§ **WHAT THE TASK REQUIRES**
The job is to find each line of the records below that includes the word "lane" and copy it.

§ **DATA IN THIS EXERCISE**
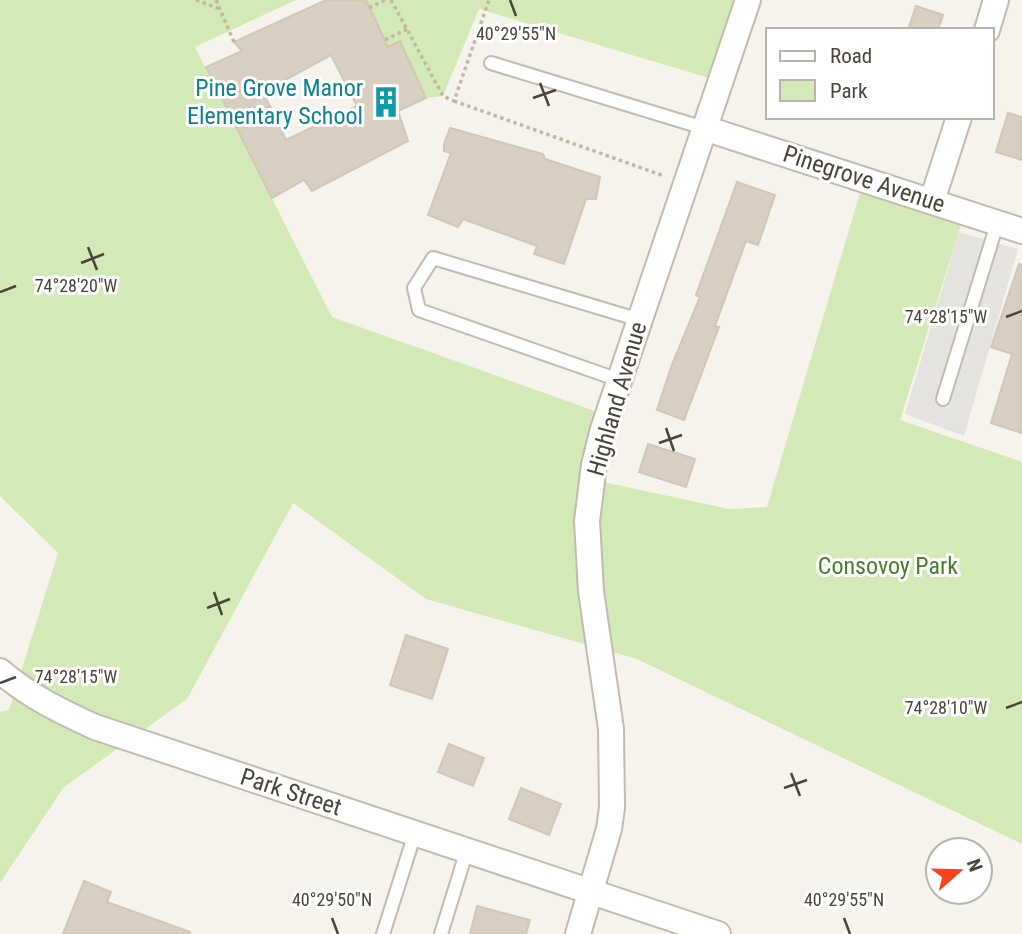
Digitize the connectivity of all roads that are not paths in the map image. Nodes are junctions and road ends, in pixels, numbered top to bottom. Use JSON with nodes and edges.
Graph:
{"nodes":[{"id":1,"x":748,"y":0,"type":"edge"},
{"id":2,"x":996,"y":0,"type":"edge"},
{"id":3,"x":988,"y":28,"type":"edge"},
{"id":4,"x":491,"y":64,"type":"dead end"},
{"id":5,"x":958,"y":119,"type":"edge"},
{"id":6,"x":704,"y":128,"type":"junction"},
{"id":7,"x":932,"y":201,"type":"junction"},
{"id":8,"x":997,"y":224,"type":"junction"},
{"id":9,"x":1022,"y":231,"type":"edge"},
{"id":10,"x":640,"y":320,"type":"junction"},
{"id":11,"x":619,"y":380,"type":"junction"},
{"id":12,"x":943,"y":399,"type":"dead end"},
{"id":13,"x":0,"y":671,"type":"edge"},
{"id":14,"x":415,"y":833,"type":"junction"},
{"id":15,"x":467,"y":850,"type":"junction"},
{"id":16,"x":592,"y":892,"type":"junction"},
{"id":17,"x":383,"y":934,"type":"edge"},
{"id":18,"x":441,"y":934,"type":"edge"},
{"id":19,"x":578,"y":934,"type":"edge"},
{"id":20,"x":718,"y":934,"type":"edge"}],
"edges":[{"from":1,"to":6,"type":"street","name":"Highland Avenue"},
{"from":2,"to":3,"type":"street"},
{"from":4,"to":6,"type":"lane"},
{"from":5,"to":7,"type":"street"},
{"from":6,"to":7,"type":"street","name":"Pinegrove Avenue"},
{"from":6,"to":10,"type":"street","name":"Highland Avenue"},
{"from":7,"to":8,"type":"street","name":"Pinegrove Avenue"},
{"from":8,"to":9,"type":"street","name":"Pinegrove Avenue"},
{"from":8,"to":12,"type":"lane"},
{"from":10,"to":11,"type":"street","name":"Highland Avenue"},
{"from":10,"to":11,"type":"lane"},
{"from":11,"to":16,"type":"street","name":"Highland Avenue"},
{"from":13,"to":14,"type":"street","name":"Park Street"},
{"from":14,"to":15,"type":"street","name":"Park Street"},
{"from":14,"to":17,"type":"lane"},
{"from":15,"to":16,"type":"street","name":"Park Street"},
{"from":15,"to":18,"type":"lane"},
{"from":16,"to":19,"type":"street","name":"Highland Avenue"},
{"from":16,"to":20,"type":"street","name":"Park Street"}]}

§ **SOLUTION FOR THIS TASK**
{"from":4,"to":6,"type":"lane"},
{"from":8,"to":12,"type":"lane"},
{"from":10,"to":11,"type":"lane"},
{"from":14,"to":17,"type":"lane"},
{"from":15,"to":18,"type":"lane"},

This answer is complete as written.